In your copy, set down the entries exactly and exclude the pictures.

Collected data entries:
-- -- --
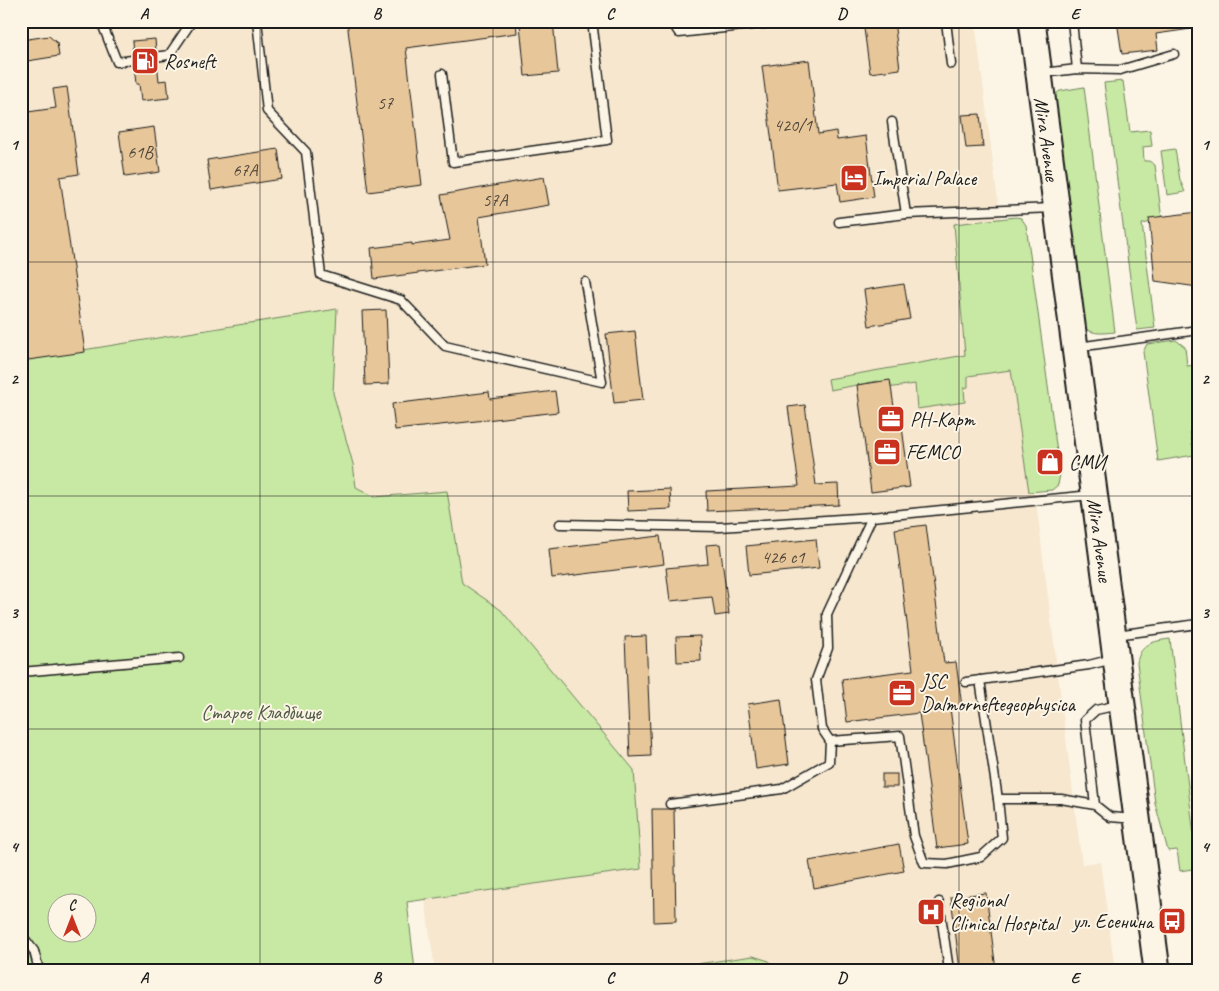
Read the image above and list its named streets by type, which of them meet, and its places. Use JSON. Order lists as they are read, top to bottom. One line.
{"streets":{"main road":["Mira Avenue"]},"parks":["Старое Кладбище"],"places":{"fuel station":["Rosneft"],"hotel":["Imperial Palace"],"office":["РН-Карт","FEMCO","JSC Dalmorneftegeophysica"],"shop":["СМИ"],"hospital":["Regional Clinical Hospital"],"bus stop":["ул. Есенина"]},"house_numbers":["57","420/1","61В","67А","57А","426 с1"],"north":"top","grid":{"columns":["A","B","C","D","E"],"rows":["1","2","3","4"]}}
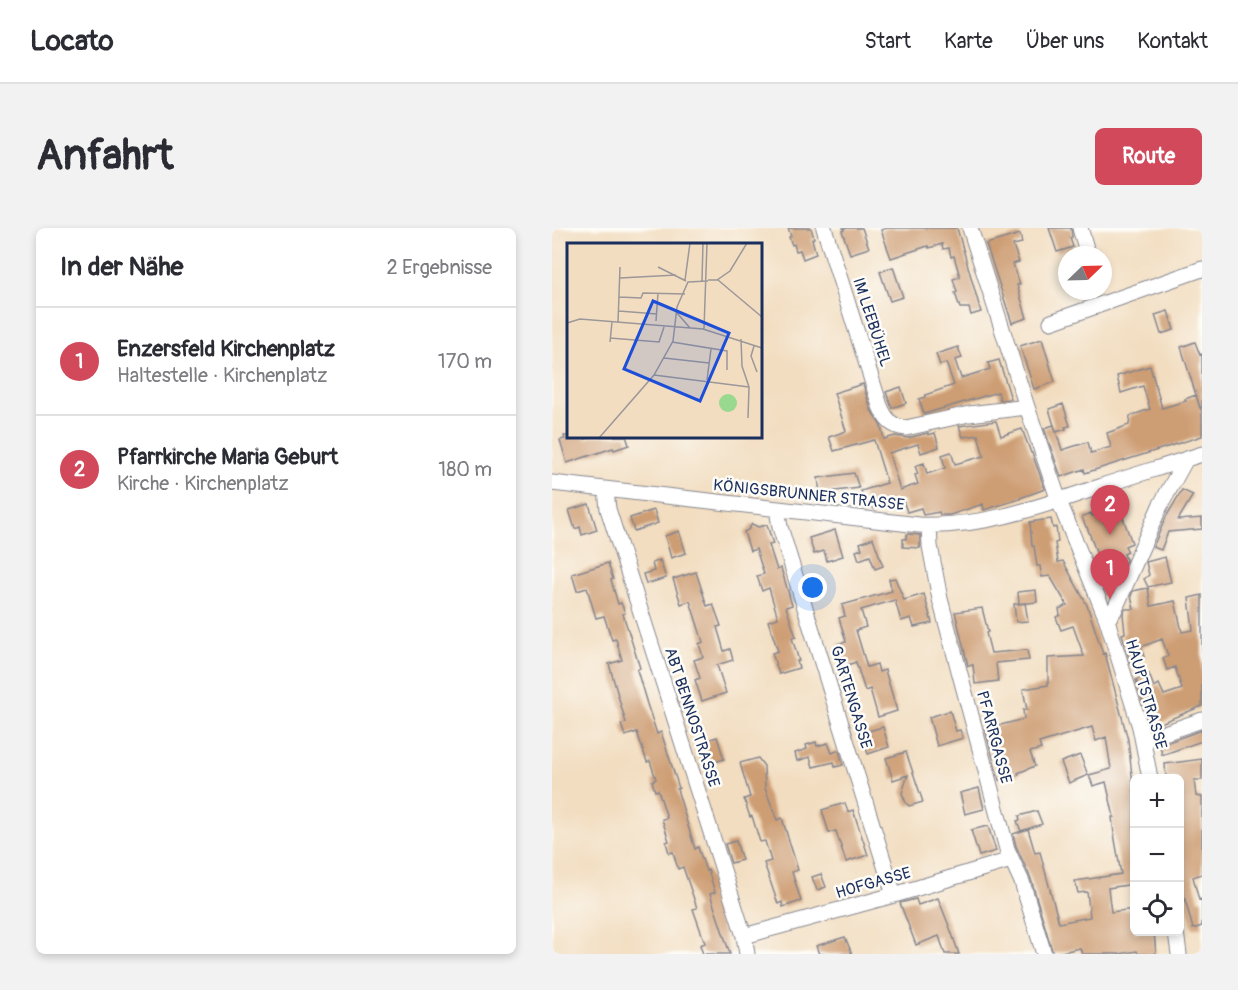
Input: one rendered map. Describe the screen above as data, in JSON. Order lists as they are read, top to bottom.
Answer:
{
  "streets": {
    "street": [
      "IM LEEBÜHEL",
      "KÖNIGSBRUNNER STRASSE",
      "HAUPTSTRASSE",
      "GARTENGASSE",
      "ABT BENNOSTRASSE",
      "PFARRGASSE",
      "HOFGASSE"
    ]
  },
  "crossings": [
    ["IM LEEBÜHEL", "HAUPTSTRASSE"],
    ["KÖNIGSBRUNNER STRASSE", "HAUPTSTRASSE"],
    ["KÖNIGSBRUNNER STRASSE", "GARTENGASSE"],
    ["KÖNIGSBRUNNER STRASSE", "ABT BENNOSTRASSE"],
    ["KÖNIGSBRUNNER STRASSE", "PFARRGASSE"],
    ["GARTENGASSE", "HOFGASSE"],
    ["ABT BENNOSTRASSE", "HOFGASSE"],
    ["PFARRGASSE", "HOFGASSE"]
  ],
  "north": "top right",
  "page": {
    "header": "Locato",
    "nav": [
      "Start",
      "Karte",
      "Über uns",
      "Kontakt"
    ],
    "buttons": "Route",
    "title": "Anfahrt",
    "heading": ["In der Nähe", "2 Ergebnisse"],
    "list": [
      {
        "mark": "1",
        "name": "Enzersfeld Kirchenplatz",
        "note": "Haltestelle · Kirchenplatz",
        "value": "170 m"
      },
      {
        "mark": "2",
        "name": "Pfarrkirche Maria Geburt",
        "note": "Kirche · Kirchenplatz",
        "value": "180 m"
      }
    ],
    "pins": ["2", "1"],
    "map_buttons": ["+", "−"]
  }
}
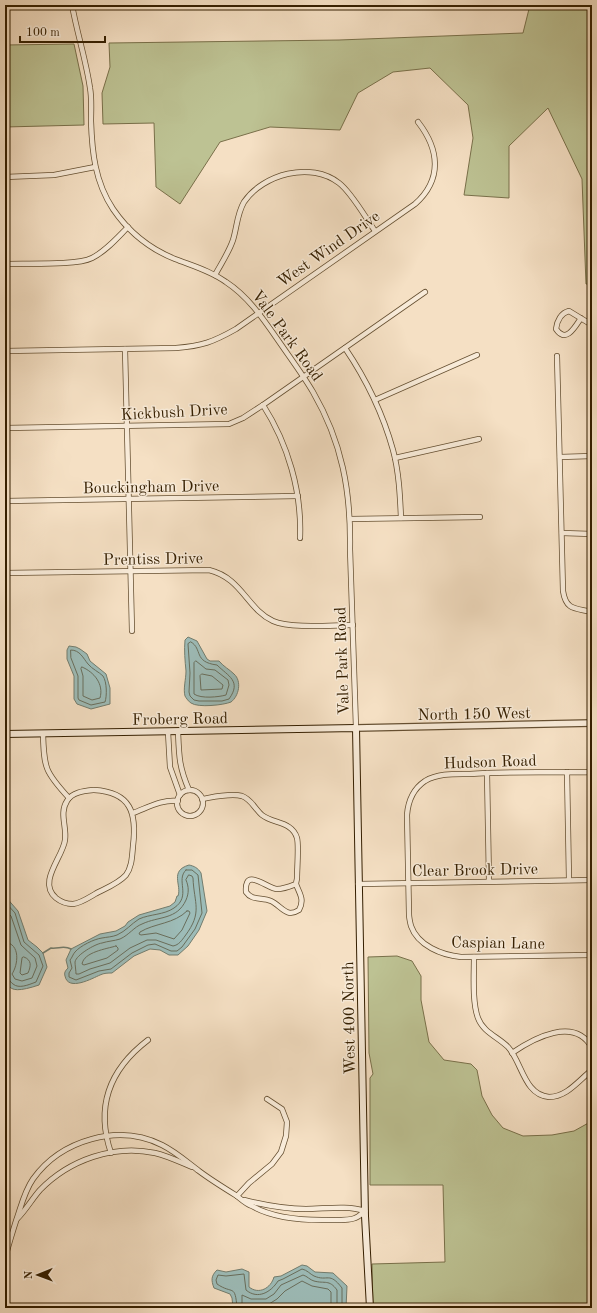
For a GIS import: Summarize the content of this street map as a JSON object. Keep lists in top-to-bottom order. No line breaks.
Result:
{"streets":{"main road":["Froberg Road","West 400 North"],"street":["West Wind Drive","Vale Park Road","Kickbush Drive","Bouckingham Drive","Prentiss Drive","North 150 West","Hudson Road","Clear Brook Drive","Caspian Lane"]},"crossings":[["West Wind Drive","Vale Park Road"],["Vale Park Road","Kickbush Drive"],["Vale Park Road","Prentiss Drive"],["Vale Park Road","North 150 West"],["Vale Park Road","Froberg Road"],["Vale Park Road","West 400 North"],["North 150 West","Froberg Road"],["North 150 West","West 400 North"],["Froberg Road","West 400 North"],["Hudson Road","Clear Brook Drive"],["Hudson Road","Caspian Lane"],["Clear Brook Drive","Caspian Lane"],["Clear Brook Drive","West 400 North"]],"scale_bar":"100 m","north":"left"}
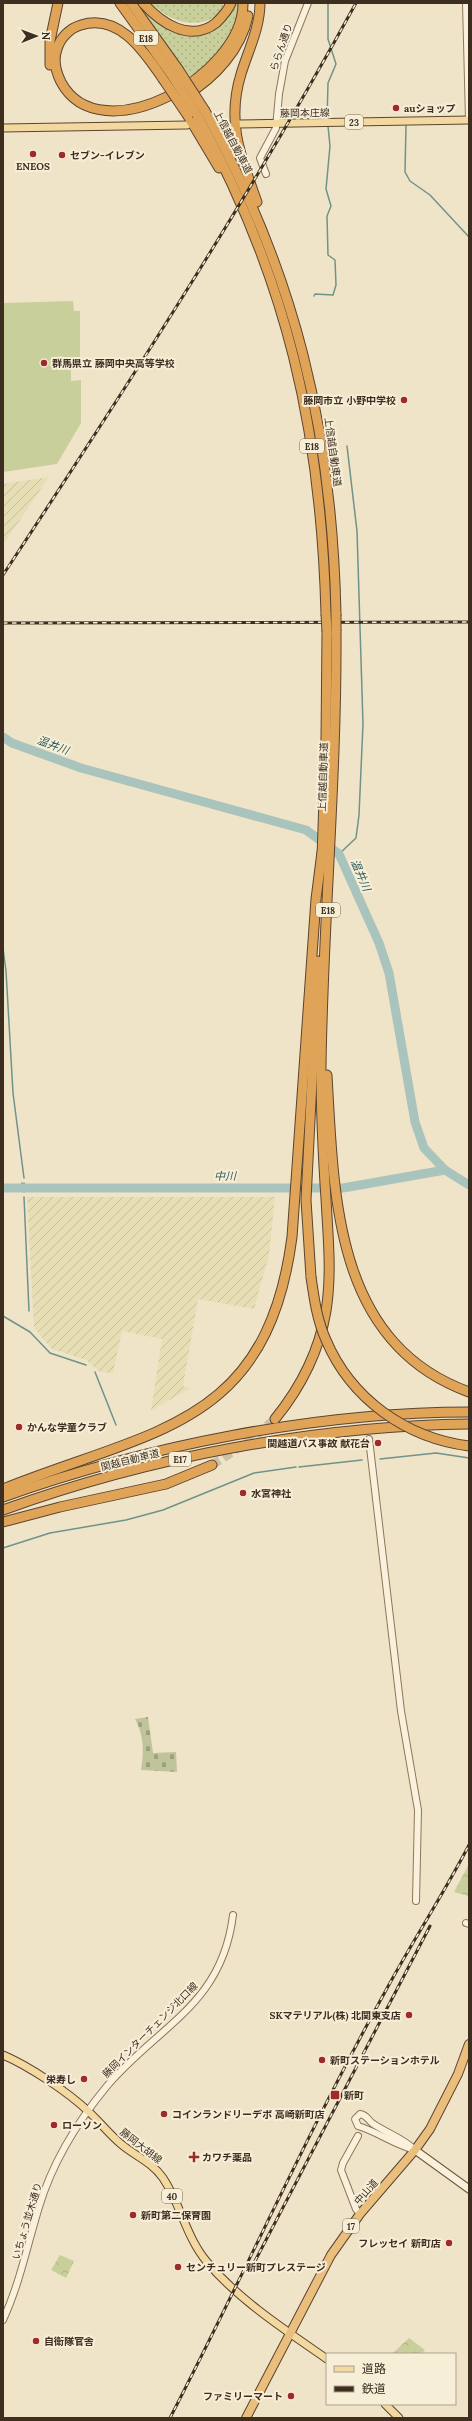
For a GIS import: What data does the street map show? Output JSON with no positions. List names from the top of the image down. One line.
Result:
-- -- --
> ANSWER BOX:
Read the image above and list its named streets by type, which of them meet, and its places. Use JSON. Order lists as they are read, top to bottom. One line.
{"streets":{"main road":["Mira Avenue"]},"parks":["Старое Кладбище"],"places":{"fuel station":["Rosneft"],"hotel":["Imperial Palace"],"office":["РН-Карт","FEMCO","JSC Dalmorneftegeophysica"],"shop":["СМИ"],"hospital":["Regional Clinical Hospital"],"bus stop":["ул. Есенина"]},"house_numbers":["57","420/1","61В","67А","57А","426 с1"],"north":"top","grid":{"columns":["A","B","C","D","E"],"rows":["1","2","3","4"]}}
Input: one rendered map. Describe the screen above as data, in JSON. Order lists as they are read, top to bottom.
Answer:
{
  "streets": {
    "street": [
      "IM LEEBÜHEL",
      "KÖNIGSBRUNNER STRASSE",
      "HAUPTSTRASSE",
      "GARTENGASSE",
      "ABT BENNOSTRASSE",
      "PFARRGASSE",
      "HOFGASSE"
    ]
  },
  "crossings": [
    ["IM LEEBÜHEL", "HAUPTSTRASSE"],
    ["KÖNIGSBRUNNER STRASSE", "HAUPTSTRASSE"],
    ["KÖNIGSBRUNNER STRASSE", "GARTENGASSE"],
    ["KÖNIGSBRUNNER STRASSE", "ABT BENNOSTRASSE"],
    ["KÖNIGSBRUNNER STRASSE", "PFARRGASSE"],
    ["GARTENGASSE", "HOFGASSE"],
    ["ABT BENNOSTRASSE", "HOFGASSE"],
    ["PFARRGASSE", "HOFGASSE"]
  ],
  "north": "top right",
  "page": {
    "header": "Locato",
    "nav": [
      "Start",
      "Karte",
      "Über uns",
      "Kontakt"
    ],
    "buttons": "Route",
    "title": "Anfahrt",
    "heading": ["In der Nähe", "2 Ergebnisse"],
    "list": [
      {
        "mark": "1",
        "name": "Enzersfeld Kirchenplatz",
        "note": "Haltestelle · Kirchenplatz",
        "value": "170 m"
      },
      {
        "mark": "2",
        "name": "Pfarrkirche Maria Geburt",
        "note": "Kirche · Kirchenplatz",
        "value": "180 m"
      }
    ],
    "pins": ["2", "1"],
    "map_buttons": ["+", "−"]
  }
}
For a GIS import: Summarize the content of this street map as a JSON object. Keep lists in top-to-bottom order. No line breaks.
Result:
{"streets":{"main road":["Froberg Road","West 400 North"],"street":["West Wind Drive","Vale Park Road","Kickbush Drive","Bouckingham Drive","Prentiss Drive","North 150 West","Hudson Road","Clear Brook Drive","Caspian Lane"]},"crossings":[["West Wind Drive","Vale Park Road"],["Vale Park Road","Kickbush Drive"],["Vale Park Road","Prentiss Drive"],["Vale Park Road","North 150 West"],["Vale Park Road","Froberg Road"],["Vale Park Road","West 400 North"],["North 150 West","Froberg Road"],["North 150 West","West 400 North"],["Froberg Road","West 400 North"],["Hudson Road","Clear Brook Drive"],["Hudson Road","Caspian Lane"],["Clear Brook Drive","Caspian Lane"],["Clear Brook Drive","West 400 North"]],"scale_bar":"100 m","north":"left"}
For a GIS import: What data does the street map show? Output JSON with no positions. List names from the top of the image down. One line.
Result:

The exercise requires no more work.